There are versions that will work over a wireless network, backup more than one machine, and apparently all versions will also work on Macs. You can also use Clickfree to transfer the backed up data from one machine.

It all sounds very nice, except that you'll notice I've been saying that it backs up your data. That's not your system. Click free is not a solution to backup your entire computer and restore to a new hard disk, for example.

At least not yet.

Apparently Clickfree will have a "bare metal" system imaging backup offering later this year.

I find that promising, and hope that it turns out to be a solution that I can recommend. Too many people don't have installation media, and don't make restore disks, and don't find out they should have until it's too late.
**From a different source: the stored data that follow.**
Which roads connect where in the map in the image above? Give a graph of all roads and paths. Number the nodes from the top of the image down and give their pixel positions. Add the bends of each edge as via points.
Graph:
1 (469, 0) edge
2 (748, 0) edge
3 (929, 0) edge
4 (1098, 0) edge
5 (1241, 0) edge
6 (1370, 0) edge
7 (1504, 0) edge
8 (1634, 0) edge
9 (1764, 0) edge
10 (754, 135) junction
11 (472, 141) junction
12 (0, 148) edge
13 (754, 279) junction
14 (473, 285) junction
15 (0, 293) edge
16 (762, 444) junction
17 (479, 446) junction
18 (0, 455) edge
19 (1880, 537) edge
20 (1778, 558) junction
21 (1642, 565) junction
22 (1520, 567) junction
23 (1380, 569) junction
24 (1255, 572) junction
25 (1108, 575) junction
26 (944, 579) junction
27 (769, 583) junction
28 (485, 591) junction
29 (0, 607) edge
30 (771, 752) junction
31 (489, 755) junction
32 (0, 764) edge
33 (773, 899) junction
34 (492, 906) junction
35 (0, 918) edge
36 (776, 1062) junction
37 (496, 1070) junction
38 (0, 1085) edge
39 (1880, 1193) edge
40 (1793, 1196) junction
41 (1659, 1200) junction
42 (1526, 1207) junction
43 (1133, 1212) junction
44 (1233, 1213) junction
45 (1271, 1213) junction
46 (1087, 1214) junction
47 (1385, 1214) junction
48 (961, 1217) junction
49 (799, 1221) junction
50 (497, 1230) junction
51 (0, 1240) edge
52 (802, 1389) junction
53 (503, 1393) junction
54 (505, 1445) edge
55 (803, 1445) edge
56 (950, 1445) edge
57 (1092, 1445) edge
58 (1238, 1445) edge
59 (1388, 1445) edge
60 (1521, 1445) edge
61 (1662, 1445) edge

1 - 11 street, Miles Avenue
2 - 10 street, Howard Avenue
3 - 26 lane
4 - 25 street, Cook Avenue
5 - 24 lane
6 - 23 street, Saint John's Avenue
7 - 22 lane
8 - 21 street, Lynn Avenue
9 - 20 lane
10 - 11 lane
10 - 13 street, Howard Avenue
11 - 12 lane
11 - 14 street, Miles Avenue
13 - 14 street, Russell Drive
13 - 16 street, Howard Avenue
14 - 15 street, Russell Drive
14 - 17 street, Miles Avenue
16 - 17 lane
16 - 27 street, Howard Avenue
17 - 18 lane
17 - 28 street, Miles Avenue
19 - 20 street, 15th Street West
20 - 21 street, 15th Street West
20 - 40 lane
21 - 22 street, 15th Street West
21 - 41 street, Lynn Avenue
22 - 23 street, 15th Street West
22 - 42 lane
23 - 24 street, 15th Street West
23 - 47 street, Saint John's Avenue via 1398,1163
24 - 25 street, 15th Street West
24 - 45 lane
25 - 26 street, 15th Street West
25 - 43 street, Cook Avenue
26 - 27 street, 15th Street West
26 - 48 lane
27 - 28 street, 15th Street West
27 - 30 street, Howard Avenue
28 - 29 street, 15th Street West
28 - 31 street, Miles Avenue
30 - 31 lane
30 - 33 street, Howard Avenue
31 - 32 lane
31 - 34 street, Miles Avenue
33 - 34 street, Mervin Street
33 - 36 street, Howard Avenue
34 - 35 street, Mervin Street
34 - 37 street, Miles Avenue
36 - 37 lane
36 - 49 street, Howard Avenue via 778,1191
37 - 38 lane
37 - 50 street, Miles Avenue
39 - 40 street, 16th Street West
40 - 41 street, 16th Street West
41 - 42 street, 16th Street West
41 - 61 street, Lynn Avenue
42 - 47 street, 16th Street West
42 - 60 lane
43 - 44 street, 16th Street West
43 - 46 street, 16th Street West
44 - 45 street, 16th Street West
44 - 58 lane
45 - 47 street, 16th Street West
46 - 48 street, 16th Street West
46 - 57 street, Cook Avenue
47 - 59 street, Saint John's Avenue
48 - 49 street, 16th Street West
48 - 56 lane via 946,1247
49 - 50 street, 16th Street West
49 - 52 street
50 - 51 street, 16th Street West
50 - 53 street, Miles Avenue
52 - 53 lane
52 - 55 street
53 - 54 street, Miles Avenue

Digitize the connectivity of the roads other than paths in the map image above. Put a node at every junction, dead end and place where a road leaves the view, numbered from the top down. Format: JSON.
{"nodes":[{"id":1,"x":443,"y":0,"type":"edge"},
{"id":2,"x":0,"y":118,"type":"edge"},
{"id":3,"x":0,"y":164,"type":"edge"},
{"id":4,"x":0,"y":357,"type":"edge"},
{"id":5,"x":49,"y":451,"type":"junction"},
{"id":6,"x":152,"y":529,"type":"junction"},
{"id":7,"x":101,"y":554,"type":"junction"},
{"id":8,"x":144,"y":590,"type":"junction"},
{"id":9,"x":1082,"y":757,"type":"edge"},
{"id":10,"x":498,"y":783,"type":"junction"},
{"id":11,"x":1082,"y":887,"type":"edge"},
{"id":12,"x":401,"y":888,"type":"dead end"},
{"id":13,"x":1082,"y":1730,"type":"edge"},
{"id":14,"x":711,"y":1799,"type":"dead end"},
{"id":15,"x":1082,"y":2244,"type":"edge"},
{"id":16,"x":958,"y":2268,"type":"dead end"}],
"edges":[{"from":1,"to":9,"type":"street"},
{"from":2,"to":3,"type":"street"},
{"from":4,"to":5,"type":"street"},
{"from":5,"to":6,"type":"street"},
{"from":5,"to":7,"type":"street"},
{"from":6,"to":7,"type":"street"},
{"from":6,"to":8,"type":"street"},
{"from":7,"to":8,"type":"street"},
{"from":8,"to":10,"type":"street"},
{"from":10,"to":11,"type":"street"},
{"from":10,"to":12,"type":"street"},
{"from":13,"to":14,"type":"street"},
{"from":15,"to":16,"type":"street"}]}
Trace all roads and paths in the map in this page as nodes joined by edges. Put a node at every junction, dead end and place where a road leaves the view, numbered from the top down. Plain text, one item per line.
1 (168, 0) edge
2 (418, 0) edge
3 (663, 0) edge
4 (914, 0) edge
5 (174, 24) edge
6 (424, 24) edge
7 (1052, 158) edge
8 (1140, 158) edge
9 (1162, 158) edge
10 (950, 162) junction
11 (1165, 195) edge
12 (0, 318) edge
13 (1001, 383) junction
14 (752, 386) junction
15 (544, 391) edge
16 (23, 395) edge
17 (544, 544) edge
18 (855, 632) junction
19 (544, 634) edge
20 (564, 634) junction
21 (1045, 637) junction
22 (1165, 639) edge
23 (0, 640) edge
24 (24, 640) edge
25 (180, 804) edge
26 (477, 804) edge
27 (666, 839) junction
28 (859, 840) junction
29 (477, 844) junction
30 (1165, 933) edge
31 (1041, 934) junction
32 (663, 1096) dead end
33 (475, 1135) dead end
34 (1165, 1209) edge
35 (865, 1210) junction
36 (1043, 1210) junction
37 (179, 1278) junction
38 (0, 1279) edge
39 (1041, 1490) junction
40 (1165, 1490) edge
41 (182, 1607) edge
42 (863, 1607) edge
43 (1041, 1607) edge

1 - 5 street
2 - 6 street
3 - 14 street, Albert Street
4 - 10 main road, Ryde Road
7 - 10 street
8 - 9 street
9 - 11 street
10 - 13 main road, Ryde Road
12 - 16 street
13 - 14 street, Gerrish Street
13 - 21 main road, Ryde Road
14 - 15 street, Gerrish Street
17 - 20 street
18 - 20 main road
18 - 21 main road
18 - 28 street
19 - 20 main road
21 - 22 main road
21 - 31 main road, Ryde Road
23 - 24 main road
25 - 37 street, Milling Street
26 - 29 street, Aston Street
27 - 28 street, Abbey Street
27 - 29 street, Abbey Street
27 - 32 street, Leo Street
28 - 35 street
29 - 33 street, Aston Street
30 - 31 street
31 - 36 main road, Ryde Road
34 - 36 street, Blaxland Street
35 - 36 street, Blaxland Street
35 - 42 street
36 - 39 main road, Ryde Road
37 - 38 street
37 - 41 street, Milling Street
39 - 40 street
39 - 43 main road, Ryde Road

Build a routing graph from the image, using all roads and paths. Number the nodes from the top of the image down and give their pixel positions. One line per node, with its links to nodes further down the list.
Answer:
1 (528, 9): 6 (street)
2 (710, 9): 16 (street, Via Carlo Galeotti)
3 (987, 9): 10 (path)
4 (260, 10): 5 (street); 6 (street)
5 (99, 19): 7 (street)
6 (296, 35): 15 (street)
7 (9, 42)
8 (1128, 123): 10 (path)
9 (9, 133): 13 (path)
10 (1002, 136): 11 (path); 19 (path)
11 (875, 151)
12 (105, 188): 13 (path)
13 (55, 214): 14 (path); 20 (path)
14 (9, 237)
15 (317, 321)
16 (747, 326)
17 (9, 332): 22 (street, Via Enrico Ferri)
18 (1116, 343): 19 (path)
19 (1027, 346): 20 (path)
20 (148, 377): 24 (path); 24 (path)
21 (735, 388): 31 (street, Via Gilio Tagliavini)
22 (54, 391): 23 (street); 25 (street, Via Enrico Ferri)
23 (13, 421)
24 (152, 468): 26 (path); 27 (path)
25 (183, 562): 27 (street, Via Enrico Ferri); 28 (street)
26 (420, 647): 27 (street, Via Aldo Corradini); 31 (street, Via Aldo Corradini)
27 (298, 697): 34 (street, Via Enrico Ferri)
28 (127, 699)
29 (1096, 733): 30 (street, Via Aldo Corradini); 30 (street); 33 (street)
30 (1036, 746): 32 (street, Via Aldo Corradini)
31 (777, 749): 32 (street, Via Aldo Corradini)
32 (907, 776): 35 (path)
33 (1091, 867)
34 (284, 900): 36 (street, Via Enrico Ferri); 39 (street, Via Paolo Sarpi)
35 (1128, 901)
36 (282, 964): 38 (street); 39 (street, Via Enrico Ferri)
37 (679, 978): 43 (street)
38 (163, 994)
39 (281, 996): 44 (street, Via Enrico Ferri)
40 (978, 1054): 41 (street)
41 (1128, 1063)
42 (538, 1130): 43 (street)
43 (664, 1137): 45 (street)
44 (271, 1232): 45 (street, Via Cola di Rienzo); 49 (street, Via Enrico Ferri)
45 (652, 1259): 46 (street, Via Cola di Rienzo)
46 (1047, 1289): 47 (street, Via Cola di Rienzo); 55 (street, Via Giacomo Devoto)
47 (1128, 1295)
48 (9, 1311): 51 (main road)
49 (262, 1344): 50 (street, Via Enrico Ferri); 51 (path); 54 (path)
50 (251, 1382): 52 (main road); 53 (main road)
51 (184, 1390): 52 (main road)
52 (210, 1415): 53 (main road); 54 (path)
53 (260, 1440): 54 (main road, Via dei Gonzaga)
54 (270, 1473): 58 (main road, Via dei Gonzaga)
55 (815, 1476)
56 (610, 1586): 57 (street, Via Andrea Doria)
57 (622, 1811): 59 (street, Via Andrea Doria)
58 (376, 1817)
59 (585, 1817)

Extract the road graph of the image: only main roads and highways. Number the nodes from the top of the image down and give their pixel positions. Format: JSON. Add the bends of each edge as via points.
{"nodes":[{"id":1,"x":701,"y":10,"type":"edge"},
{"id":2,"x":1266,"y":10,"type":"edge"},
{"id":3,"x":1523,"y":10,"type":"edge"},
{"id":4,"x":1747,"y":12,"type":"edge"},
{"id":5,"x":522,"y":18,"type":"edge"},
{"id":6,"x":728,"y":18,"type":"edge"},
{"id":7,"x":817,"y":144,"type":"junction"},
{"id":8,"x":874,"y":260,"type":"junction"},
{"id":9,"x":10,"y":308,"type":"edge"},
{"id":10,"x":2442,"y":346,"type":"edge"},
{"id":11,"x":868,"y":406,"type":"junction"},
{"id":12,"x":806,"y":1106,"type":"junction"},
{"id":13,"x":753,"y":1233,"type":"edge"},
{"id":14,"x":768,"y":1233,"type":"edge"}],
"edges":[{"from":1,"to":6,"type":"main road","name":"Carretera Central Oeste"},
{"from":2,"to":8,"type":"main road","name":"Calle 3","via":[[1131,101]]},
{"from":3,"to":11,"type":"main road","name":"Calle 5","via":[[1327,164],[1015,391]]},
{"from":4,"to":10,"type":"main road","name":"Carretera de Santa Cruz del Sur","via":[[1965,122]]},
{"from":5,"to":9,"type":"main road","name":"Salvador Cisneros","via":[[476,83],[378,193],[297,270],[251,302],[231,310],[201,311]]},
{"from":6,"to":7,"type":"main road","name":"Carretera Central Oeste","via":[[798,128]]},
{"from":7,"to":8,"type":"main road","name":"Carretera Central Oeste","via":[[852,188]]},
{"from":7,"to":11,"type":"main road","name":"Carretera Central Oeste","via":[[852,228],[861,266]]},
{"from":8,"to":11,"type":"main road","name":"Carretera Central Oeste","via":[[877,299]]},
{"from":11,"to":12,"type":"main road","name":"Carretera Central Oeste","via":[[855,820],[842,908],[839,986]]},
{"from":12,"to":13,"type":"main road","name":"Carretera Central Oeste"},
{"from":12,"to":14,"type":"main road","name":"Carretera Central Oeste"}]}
In the mean time, I do have to agree with the comment the Clickfree rep said: even getting people to simply back up their irreplaceable data is a start - a huge number of people don't even do that.

A Cloud Filled Future

I've remarked here before that the term "cloud" is an extremely popular internet buzzword that actually has no real precise meaning.

Look for more clouds.

Not only did I see "the cloud", referring to internet-based storage or services, used a lot, but a new curveball was thrown in as well: your "personal cloud". Which, as it turns out, appears to some to be nothing more than that a network attached storage device or machine on your home network.

Like things weren't cloudy enough already.

Article C4704 - January 7, 2011 « »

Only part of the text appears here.